YouTube, which is the world’s largest online video platform, will now be able to air all of its content after it reached an agreement with Gema, which is a German rights group that protects composers and musicians. The disagreement flared up in 2009 and since then Germans had to face blockage on a lot of content which included Gema protected artists.
The issue began in 2009 when Google, YouTube’s parent company apparently reported that Gema had asked to raise the fee for their protected videos to nearly 12 euro cents per video watched, which was an extremely high amount for Google to oblige.
However, Gema stated a 1 Euro cent compensation in addition to payments breakdown according to the artist. The issue had blacked out a lot of young artists in Germany from utilizing the site’s money-making services as the whole world latched on and capitalized on it.
This move has come as a big breakthrough in terms of accessibility to the German online digital music market, which is still considered to be in its developmental stages.
The agreement notified further that payments will be made but the terms of payment were not divulged. YouTube would now be able to add adverts to German music content in order to compensate the artist behind it, a thing which it had been unable to do up till now.
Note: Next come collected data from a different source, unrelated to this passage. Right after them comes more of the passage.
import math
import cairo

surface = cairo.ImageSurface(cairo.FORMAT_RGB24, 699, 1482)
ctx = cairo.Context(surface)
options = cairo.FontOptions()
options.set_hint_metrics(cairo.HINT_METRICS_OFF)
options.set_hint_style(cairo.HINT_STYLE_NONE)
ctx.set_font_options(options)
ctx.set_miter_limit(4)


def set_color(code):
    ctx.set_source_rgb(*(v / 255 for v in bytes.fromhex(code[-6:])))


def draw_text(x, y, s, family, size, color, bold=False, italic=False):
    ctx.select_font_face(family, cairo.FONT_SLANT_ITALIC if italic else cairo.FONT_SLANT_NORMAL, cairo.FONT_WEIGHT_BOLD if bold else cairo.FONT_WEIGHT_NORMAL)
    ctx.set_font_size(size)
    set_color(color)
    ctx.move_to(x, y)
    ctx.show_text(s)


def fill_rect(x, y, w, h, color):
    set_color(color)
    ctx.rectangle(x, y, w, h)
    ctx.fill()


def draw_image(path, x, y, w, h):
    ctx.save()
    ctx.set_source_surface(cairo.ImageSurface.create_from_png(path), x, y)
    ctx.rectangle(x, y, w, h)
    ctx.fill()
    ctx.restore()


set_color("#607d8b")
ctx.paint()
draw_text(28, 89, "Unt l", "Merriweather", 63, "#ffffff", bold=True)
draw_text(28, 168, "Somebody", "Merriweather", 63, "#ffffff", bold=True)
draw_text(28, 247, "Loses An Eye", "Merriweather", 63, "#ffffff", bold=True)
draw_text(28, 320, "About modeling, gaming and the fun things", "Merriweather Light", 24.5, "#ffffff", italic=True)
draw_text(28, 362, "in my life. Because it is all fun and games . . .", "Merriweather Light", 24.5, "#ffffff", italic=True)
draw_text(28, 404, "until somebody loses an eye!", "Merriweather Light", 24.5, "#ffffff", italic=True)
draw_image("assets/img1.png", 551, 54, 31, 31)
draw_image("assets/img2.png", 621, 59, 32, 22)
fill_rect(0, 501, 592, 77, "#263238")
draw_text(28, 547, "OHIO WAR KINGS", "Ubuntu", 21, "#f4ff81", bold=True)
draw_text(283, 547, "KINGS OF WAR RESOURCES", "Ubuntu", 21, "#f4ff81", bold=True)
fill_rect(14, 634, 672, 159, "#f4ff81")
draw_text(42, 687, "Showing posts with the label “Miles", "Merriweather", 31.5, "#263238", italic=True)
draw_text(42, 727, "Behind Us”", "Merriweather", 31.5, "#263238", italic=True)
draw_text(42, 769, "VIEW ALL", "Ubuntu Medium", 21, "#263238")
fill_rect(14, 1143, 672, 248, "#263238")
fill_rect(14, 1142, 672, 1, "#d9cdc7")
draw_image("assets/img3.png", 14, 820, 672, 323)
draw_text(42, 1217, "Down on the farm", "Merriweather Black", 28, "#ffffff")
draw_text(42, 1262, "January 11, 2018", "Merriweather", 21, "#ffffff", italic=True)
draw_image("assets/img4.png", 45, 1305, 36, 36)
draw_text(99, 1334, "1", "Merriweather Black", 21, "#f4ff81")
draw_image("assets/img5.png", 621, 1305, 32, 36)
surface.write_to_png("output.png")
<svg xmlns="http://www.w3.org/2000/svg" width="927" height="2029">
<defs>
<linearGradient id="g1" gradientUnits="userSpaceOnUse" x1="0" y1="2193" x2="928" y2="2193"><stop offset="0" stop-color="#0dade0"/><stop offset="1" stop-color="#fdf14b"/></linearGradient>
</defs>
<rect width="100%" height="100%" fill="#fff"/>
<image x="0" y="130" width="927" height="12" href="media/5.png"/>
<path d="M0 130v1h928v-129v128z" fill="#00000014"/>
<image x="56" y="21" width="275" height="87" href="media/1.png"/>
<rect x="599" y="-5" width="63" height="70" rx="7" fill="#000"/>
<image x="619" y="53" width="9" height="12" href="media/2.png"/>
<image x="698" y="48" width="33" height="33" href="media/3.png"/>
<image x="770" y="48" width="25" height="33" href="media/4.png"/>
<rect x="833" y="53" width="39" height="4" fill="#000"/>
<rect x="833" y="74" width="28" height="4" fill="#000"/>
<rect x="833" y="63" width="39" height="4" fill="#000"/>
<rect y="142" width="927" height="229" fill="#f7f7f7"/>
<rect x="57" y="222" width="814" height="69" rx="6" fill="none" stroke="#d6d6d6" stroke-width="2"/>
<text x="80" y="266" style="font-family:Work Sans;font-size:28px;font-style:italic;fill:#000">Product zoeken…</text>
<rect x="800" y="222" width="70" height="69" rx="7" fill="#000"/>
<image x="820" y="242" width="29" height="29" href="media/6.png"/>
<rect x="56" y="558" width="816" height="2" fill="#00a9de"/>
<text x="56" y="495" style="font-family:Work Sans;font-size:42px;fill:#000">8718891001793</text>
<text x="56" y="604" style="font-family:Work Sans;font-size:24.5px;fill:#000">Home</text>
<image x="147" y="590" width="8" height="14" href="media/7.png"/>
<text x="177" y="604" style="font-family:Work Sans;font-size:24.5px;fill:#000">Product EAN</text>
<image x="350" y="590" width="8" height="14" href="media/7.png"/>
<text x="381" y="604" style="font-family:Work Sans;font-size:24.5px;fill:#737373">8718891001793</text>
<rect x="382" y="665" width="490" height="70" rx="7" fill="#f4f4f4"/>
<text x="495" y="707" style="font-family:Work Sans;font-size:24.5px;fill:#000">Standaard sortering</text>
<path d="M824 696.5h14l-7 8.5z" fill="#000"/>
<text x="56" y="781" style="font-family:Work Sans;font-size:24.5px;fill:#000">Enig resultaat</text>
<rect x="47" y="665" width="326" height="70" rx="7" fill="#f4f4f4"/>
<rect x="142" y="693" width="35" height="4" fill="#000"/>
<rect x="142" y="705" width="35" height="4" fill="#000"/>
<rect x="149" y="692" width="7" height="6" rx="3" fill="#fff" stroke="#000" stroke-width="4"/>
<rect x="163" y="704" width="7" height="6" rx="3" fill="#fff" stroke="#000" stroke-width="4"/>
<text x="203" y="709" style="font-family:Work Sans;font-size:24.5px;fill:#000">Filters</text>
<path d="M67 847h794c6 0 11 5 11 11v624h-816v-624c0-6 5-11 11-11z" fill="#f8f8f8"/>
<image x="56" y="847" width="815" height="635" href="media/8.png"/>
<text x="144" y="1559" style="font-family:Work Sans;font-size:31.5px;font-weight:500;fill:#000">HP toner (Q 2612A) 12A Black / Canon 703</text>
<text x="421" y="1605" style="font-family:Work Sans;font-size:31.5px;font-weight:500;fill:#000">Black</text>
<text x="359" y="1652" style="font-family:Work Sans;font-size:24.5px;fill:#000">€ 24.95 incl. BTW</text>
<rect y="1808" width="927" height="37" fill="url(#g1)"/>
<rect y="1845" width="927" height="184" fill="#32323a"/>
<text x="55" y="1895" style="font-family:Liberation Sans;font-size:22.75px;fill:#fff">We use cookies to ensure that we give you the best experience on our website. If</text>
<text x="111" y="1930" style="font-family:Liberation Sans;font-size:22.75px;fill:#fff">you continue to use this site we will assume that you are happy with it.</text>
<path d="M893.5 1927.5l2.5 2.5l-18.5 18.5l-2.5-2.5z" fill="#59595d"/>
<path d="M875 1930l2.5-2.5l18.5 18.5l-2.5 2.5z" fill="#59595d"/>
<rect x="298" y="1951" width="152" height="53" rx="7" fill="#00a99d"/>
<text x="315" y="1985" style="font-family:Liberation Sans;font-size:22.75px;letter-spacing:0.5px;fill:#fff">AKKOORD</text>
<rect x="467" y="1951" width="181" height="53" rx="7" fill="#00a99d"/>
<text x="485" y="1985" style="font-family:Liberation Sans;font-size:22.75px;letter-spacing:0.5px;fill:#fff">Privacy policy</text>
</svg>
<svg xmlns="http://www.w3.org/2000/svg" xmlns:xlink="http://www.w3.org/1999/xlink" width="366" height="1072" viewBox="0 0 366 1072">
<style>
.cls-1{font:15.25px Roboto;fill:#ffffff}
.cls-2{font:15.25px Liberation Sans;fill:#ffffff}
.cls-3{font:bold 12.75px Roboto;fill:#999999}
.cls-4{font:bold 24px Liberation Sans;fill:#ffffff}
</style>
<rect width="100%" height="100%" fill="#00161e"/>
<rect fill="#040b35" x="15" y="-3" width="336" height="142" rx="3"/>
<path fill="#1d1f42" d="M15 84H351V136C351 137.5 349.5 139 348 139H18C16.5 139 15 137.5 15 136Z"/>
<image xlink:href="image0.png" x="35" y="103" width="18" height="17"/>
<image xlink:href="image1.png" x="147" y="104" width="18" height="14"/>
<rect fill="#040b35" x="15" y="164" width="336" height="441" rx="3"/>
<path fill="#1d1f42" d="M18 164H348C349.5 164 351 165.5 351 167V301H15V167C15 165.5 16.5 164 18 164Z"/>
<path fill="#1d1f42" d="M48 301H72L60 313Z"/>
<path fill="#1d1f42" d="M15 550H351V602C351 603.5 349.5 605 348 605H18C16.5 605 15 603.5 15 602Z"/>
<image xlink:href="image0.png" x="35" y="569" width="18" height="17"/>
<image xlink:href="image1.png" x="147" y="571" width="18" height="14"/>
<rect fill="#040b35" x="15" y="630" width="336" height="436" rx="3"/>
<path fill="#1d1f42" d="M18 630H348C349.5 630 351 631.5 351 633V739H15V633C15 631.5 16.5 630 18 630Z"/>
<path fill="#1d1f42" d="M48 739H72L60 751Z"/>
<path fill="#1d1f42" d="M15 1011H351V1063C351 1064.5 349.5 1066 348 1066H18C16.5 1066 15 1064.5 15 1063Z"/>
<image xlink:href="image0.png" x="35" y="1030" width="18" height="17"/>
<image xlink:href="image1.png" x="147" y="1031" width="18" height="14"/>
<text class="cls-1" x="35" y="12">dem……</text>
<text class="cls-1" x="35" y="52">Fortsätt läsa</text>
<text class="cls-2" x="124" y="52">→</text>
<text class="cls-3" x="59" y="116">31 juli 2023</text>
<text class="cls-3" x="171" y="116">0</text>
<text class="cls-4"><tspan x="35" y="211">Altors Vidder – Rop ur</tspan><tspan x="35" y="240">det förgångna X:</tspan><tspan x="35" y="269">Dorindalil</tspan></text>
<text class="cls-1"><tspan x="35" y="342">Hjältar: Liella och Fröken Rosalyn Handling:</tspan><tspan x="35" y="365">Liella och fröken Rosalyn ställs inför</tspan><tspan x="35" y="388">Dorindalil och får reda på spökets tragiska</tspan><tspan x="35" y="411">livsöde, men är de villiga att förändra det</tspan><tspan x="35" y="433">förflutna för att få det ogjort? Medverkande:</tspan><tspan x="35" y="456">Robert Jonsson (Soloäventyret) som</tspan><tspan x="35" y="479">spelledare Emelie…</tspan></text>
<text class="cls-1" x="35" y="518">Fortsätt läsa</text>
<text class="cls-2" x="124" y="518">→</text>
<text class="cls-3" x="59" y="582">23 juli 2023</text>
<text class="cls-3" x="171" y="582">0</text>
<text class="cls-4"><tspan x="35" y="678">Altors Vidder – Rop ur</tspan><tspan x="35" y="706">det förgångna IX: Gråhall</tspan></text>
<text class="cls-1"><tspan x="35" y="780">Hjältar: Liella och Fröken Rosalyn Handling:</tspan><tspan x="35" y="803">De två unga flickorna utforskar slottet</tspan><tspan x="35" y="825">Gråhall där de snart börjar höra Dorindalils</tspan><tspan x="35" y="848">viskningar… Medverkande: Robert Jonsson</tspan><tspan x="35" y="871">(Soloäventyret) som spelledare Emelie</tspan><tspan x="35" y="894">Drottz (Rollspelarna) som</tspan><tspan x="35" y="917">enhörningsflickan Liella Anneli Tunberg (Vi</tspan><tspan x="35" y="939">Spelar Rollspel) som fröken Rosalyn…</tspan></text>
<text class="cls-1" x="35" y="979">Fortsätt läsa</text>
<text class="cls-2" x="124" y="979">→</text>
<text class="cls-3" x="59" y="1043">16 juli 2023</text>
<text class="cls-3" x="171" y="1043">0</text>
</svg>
It has become commonplace for German users of Youtube to access the blocked content through browser add-ons or plugins that work like proxies on a consistent basis. In most cases, these browsers would come in with the service of accessing the web through a Fake Foreign IP address added with them in a pack.
Gema, however, said it harbored a disagreement with the video site in the problem of who is responsible for getting a license to the published content.